The femur is neither particularly robust nor slender, but it does have a thin and angular internal trochanter. Like other varanopids (and diapsids), the tibia and fibula were each relatively long, more than 80% the length of the femur. The ratio of the tibia to the longest toe in the foot (the fourth toe) is 3:4, like Mesenosaurus. The astragalus was large and simple, and the calcaneum abutted it along a slightly concave edge surrounding a narrow hole. The fourth distal tarsal is large and unfused to the fifth distal tarsal. As in Mesenosaurus, the elongated fourth metatarsal had a proximal projection which contacted the short fifth metatarsal. The position of the fossil suggests Cabarzia had a fifth toe which was angled relative to the rest of the foot. One of the most clear differences between Cabarzia and Mesenosaurus was that Mesenosaurus had long but rather straight unguals while those of Cabarzia were shorter, deeper, and sharply curved, a characteristic also known in the hands of Tambacarnifex.

== Paleobiology ==
Fused neural spines and well-ossified joints indicate that the holotype specimen of Cabarzia was an adult animal. The curved claws of Cabarzia and Tambacarnifex were likely adapted for predation, in contrast to the more straight claws of Mesenosaurus and Varanops which may have been more useful for digging. The broad ulnare is an adaptation also seen in aquatic animals, although there is no other evidence for aquatic habits in Cabarzia.

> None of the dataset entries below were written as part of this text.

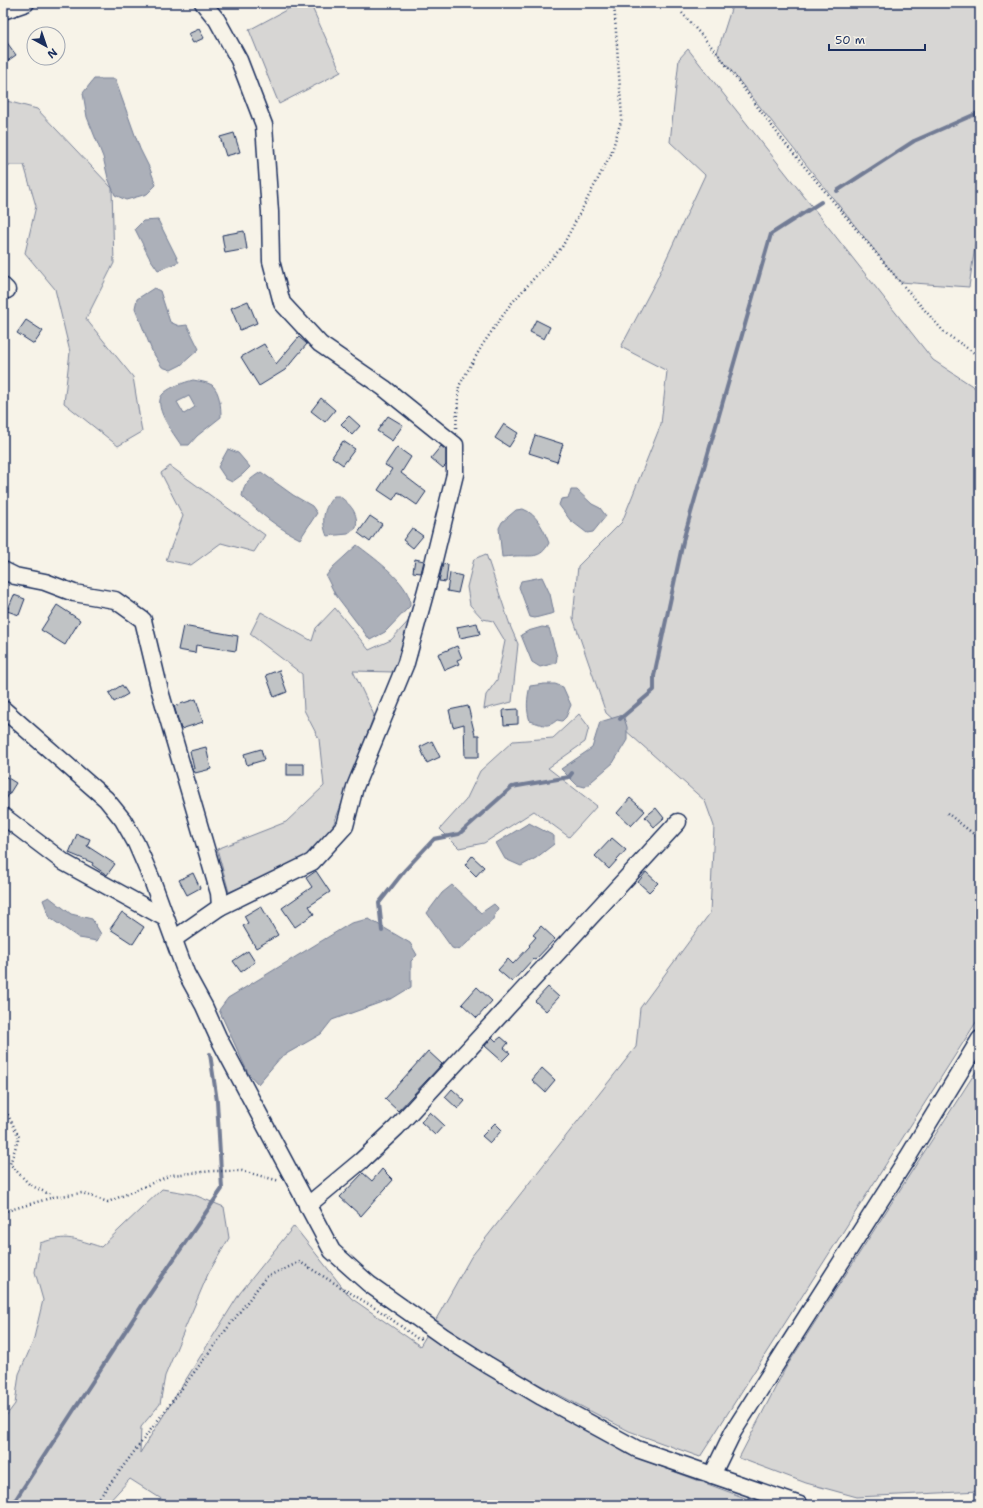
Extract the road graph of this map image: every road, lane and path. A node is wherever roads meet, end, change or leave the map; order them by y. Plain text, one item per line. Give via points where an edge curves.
1 (26, 3) edge
2 (203, 3) edge
3 (614, 3) edge
4 (3, 11) edge
5 (682, 13) dead end
6 (980, 357) edge
7 (455, 445) junction
8 (3, 570) edge
9 (3, 709) edge
10 (947, 813) dead end
11 (3, 816) edge
12 (678, 822) dead end
13 (980, 839) edge
14 (220, 907) junction
15 (165, 918) junction
16 (174, 939) junction
17 (980, 1040) edge
18 (3, 1108) edge
19 (296, 1185) junction
20 (54, 1197) junction
21 (307, 1206) junction
22 (3, 1212) edge
23 (437, 1332) junction
24 (712, 1475) junction
25 (102, 1505) edge
26 (800, 1505) edge

1 - 4 street
2 - 7 street via 217,20 239,60 264,125 271,261 282,303 320,344 384,388
3 - 7 path via 622,118 611,154 562,247 510,305 483,344 459,386
5 - 6 path via 717,53 784,142 900,282 945,333
7 - 14 street via 455,474 406,663 355,787 345,826 312,862
8 - 14 street via 15,576 45,582 74,593 115,600 143,620 160,691 219,893
9 - 15 street via 106,799 123,820 142,858
10 - 13 path
11 - 15 street via 65,863
12 - 21 street via 396,1128
14 - 16 street
15 - 16 street
16 - 19 street via 186,973
17 - 24 street via 733,1432
18 - 20 path via 19,1137 10,1164 30,1185
19 - 20 path via 242,1171 213,1171 171,1175 108,1202 82,1193
19 - 21 street
20 - 22 path
21 - 23 street via 332,1251 369,1284
23 - 24 street via 542,1397 637,1449
23 - 25 path via 418,1339 383,1313 300,1262 266,1277 100,1498
24 - 26 street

Cabarzia's proportions (short forelimbs, thin body, long hindlimbs and tail) are similar to those of modern lizards capable of bipedalism. They also match the Tambach bolosaurid Eudibamus, although the 'sprawling" ankle and foot of Cabarzia are not as specialized for bipedal habits. This may indicate that Cabarzia did not engage in active bipedalism (slow, methodical walking on the hindlimbs) but rather passive bipedalism (a shift into a bipedal posture when running at high speeds, due to the center of weight being behind the hindlimbs). The advantage of passive bipedalism is not fully understood, even in living reptiles, though it may be involved with increased coordination or assistance in the capture of flying insects. Other "mesenosaurines" (such as Mesenosaurus) shared Cabarzia's adaptations for bipedalism, and may have had increased hip musculature to habituate to the lifestyle further. Information on "mesenosaurine" foot proportions afforded by the description of Cabarzia indicates that they are good candidates for the trackmakers of Dromopus, a common Permian reptile footprint ichnogenus which has traditionally been assumed to have been created by araeoscelidian diapsids. Although no known Dromopus fossils seem to correspond to bipedal animals, this is likely due to bipedalism in "mesenosaurines" being restricted to rare circumstances where they are forced to escape predators. As Cabarzia is the oldest known "mesenosaurine" and predates the previously oldest known bipedal animal (Eudibamus) in Thuringian stratigraphy, Cabarzia can be considered the oldest animal known to have practiced bipedalism.